O ministro André Mendonça, integrante do Tribunal Superior Eleitoral (TSE), tomou a decisão de rejeitar uma ação protocolada pelo deputado federal Zé Trovão (PL-SC). O parlamentar, que é aliado do senador e candidato à Presidência da República Flávio Bolsonaro (PL-RJ), havia acionado a Justiça Eleitoral para questionar o reajuste do programa Bolsa Família.
A medida de reajuste havia sido anunciada publicamente pelo presidente Luiz Inácio Lula da Silva (PT). Diante do anúncio, a representação jurídica interposta pelo deputado federal pedia a intervenção urgente da Justiça Eleitoral sob a alegação de proteção ao pleito.
Na petição inicial apresentada ao TSE, Zé Trovão argumentou que seria estritamente necessária a atuação do tribunal para evitar que a máquina administrativa do governo federal e os recursos públicos fossem empregados de maneira a comprometer a igualdade de oportunidades entre os concorrentes ao cargo máximo do Executivo.

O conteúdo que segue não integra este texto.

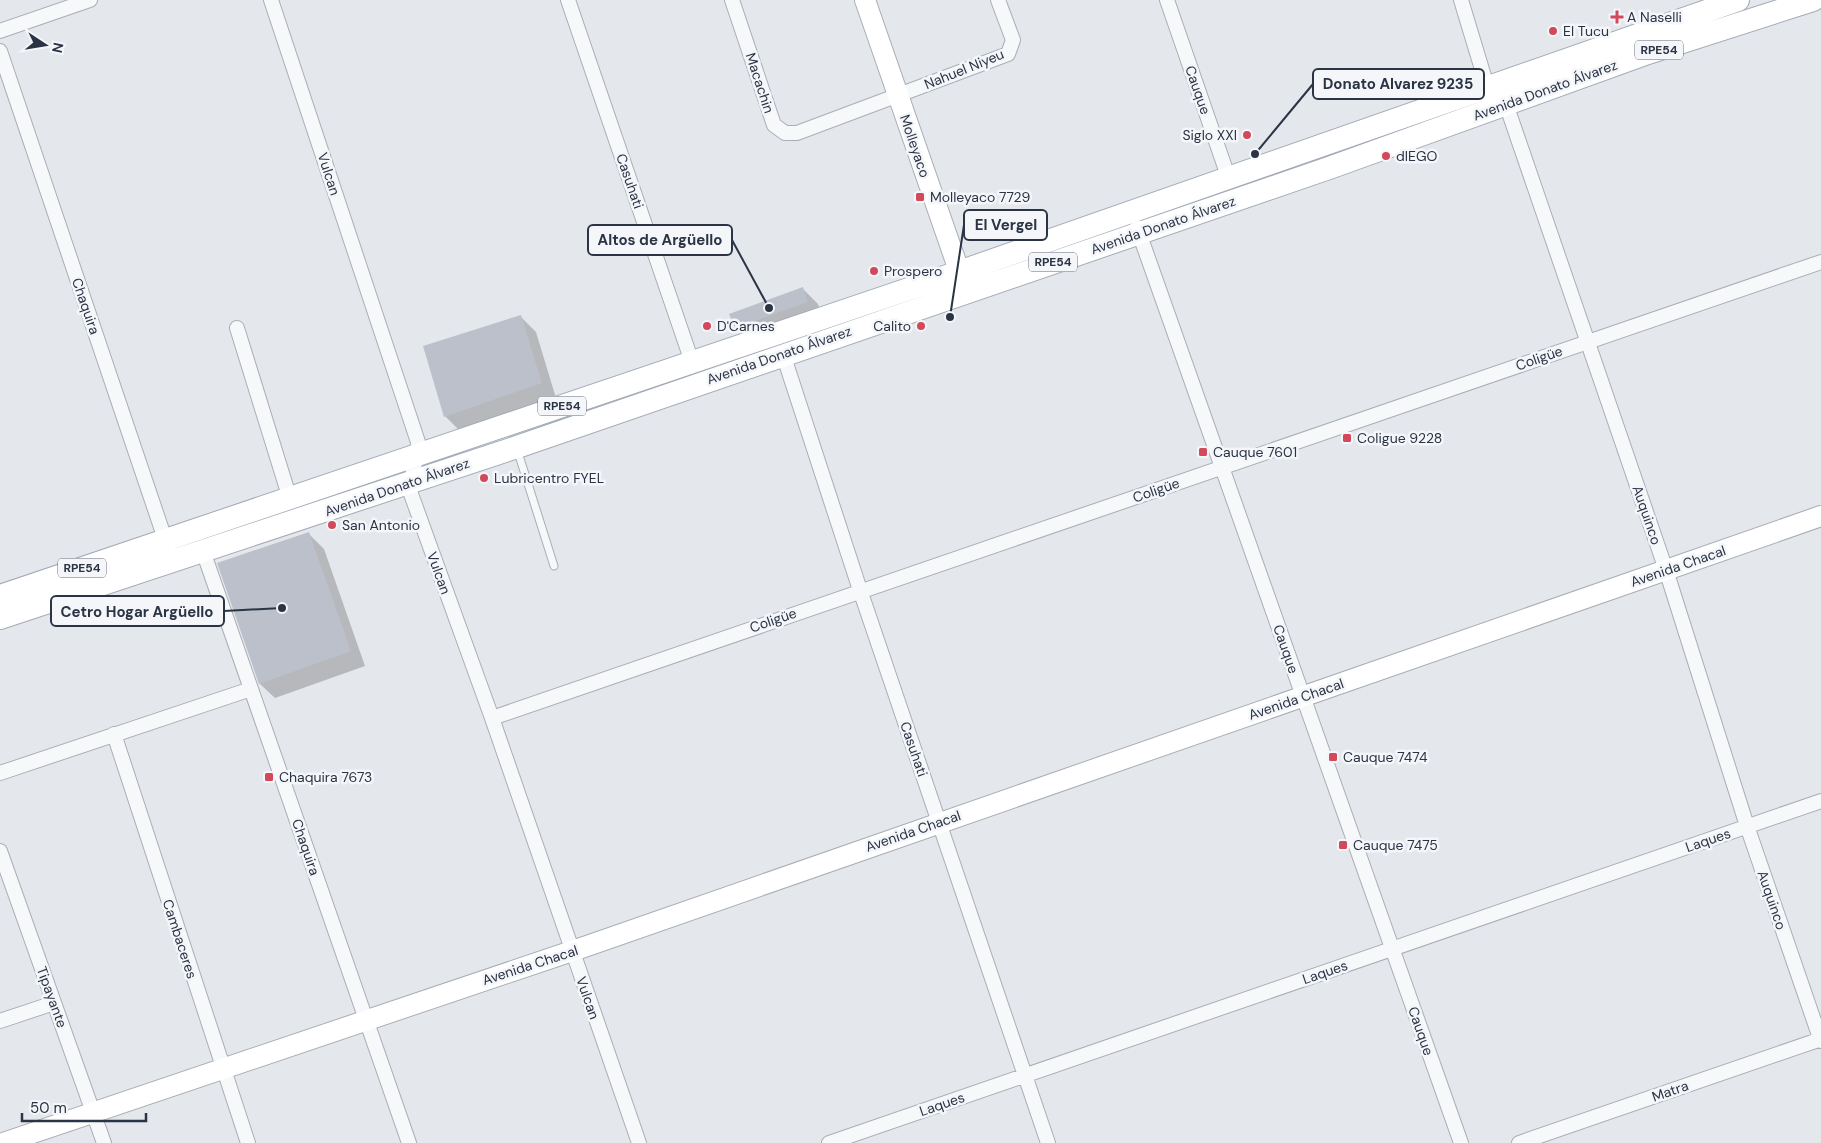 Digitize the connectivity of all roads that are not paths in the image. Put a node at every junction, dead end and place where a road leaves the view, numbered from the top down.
1 (90, 0) edge
2 (271, 0) edge
3 (568, 0) edge
4 (732, 0) edge
5 (865, 0) edge
6 (998, 0) edge
7 (1167, 0) edge
8 (1461, 0) edge
9 (1738, 0) edge
10 (1813, 0) edge
11 (0, 31) edge
12 (0, 51) edge
13 (1488, 86) junction
14 (897, 96) junction
15 (1506, 104) junction
16 (1229, 179) junction
17 (1132, 212) junction
18 (1140, 233) junction
19 (1821, 262) edge
20 (963, 282) junction
21 (237, 328) dead end
22 (1587, 342) junction
23 (783, 354) junction
24 (692, 362) junction
25 (516, 447) junction
26 (418, 455) junction
27 (1222, 467) junction
28 (409, 483) junction
29 (290, 499) junction
30 (1821, 516) edge
31 (165, 540) junction
32 (203, 551) junction
33 (173, 562) junction
34 (554, 566) dead end
35 (1666, 570) junction
36 (860, 590) junction
37 (0, 596) edge
38 (0, 618) edge
39 (251, 689) junction
40 (1303, 697) junction
41 (492, 718) junction
42 (114, 734) junction
43 (0, 773) edge
44 (1821, 801) edge
45 (939, 822) junction
46 (1747, 826) junction
47 (0, 851) edge
48 (3, 872) edge
49 (1392, 949) junction
50 (572, 951) junction
51 (54, 1003) junction
52 (367, 1019) junction
53 (0, 1021) edge
54 (1821, 1040) edge
55 (222, 1068) junction
56 (1026, 1075) junction
57 (93, 1114) junction
58 (3, 1143) edge
59 (104, 1143) edge
60 (248, 1143) edge
61 (409, 1143) edge
62 (639, 1143) edge
63 (829, 1143) edge
64 (1048, 1143) edge
65 (1461, 1143) edge
66 (1519, 1143) edge

1 - 11 street
2 - 26 street, Vulcan
3 - 24 street, Casuhati
4 - 14 street, Macachin
5 - 14 main road, Molleyaco
6 - 14 street, Nahuel Niyeu
7 - 16 street, Cauque
8 - 13 street
9 - 13 main road, Avenida Donato Álvarez / RPE54
10 - 15 main road, Avenida Donato Álvarez / RPE54
12 - 31 street, Chaquira
13 - 16 main road, Avenida Donato Álvarez / RPE54
14 - 20 main road, Molleyaco
15 - 18 main road, Avenida Donato Álvarez / RPE54
15 - 22 street, Auquinco
16 - 17 main road, Avenida Donato Álvarez / RPE54
17 - 18 street, Cauque
17 - 20 main road, Avenida Donato Álvarez / RPE54
18 - 20 main road, Avenida Donato Álvarez / RPE54
18 - 27 street, Cauque
19 - 22 street, Coligüe
20 - 23 main road, Avenida Donato Álvarez / RPE54
20 - 24 main road, Avenida Donato Álvarez / RPE54
21 - 29 street
22 - 27 street, Coligüe
22 - 35 street, Auquinco
23 - 25 main road, Avenida Donato Álvarez / RPE54
23 - 36 street, Casuhati
24 - 26 main road, Avenida Donato Álvarez / RPE54
25 - 28 main road, Avenida Donato Álvarez / RPE54
25 - 34 lane
26 - 28 street, Vulcan
26 - 29 main road, Avenida Donato Álvarez / RPE54
27 - 36 street, Coligüe
27 - 40 street, Cauque
28 - 32 main road, Avenida Donato Álvarez / RPE54
28 - 41 street, Vulcan
29 - 31 main road, Avenida Donato Álvarez / RPE54
30 - 35 main road, Avenida Chacal
31 - 33 street, Chaquira
31 - 37 main road, Avenida Donato Álvarez / RPE54
32 - 33 main road, Avenida Donato Álvarez / RPE54
32 - 39 street, Chaquira
33 - 38 main road, Avenida Donato Álvarez / RPE54
35 - 40 main road, Avenida Chacal
35 - 46 street, Auquinco
36 - 41 street, Coligüe
36 - 45 street, Casuhati
39 - 42 street
39 - 52 street, Chaquira
40 - 45 main road, Avenida Chacal
40 - 49 street, Cauque
41 - 50 street, Vulcan
42 - 43 street
42 - 55 street, Cambaceres
44 - 46 street, Laques
45 - 50 main road, Avenida Chacal
45 - 56 street, Casuhati
46 - 49 street, Laques
46 - 54 street, Auquinco
47 - 48 street, Tipayante
48 - 51 street, Tipayante
49 - 56 street, Laques
49 - 65 street, Cauque
50 - 52 main road, Avenida Chacal
50 - 62 street, Vulcan
51 - 53 street
51 - 57 street, Tipayante
52 - 55 main road, Avenida Chacal
52 - 61 street, Chaquira
54 - 66 street, Matra
55 - 57 main road, Avenida Chacal
55 - 60 street, Cambaceres
56 - 63 street, Laques
56 - 64 street, Casuhati
57 - 58 main road, Avenida Chacal
57 - 59 street, Tipayante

Além disso, o parlamentar catarinense solicitou na ação uma medida liminar. O pedido exigia que o ministro determinasse ao governo federal a suspensão imediata do reajuste do benefício social até que ocorresse o julgamento definitivo do mérito da ação ou até o encerramento do processo eleitoral em curso.
Ao analisar o caso na condição de relator sorteado, contudo, o ministro André Mendonça não entrou no mérito das acusações sobre o uso da máquina pública. Ele fundamentou sua decisão em jurisprudências e decisões anteriores da corte, apontando que um candidato ao cargo de deputado federal carece de legitimidade jurídica para propor esse modelo específico de ação contra um candidato à Presidência da República.
Mendonça justificou que a ilegitimidade se dá porque os dois cargos em disputa pertencem a circunscrições eleitorais inteiramente diferentes. Em trecho destacado de sua decisão, o magistrado fez questão de ressalvar que a extinção do processo por ilegitimidade ativa não representa nenhum tipo de pronunciamento judicial a respeito da legalidade ou da constitucionalidade do reajuste do Programa Bolsa Família.
O ministro concluiu pontuando que a decisão também não emite juízo de valor sobre a eventual subsunção da conduta governamental ao artigo 73, parágrafo 10, da Lei nº 9.504/1997, mantendo o foco estritamente na questão processual da legitimidade do autor da ação.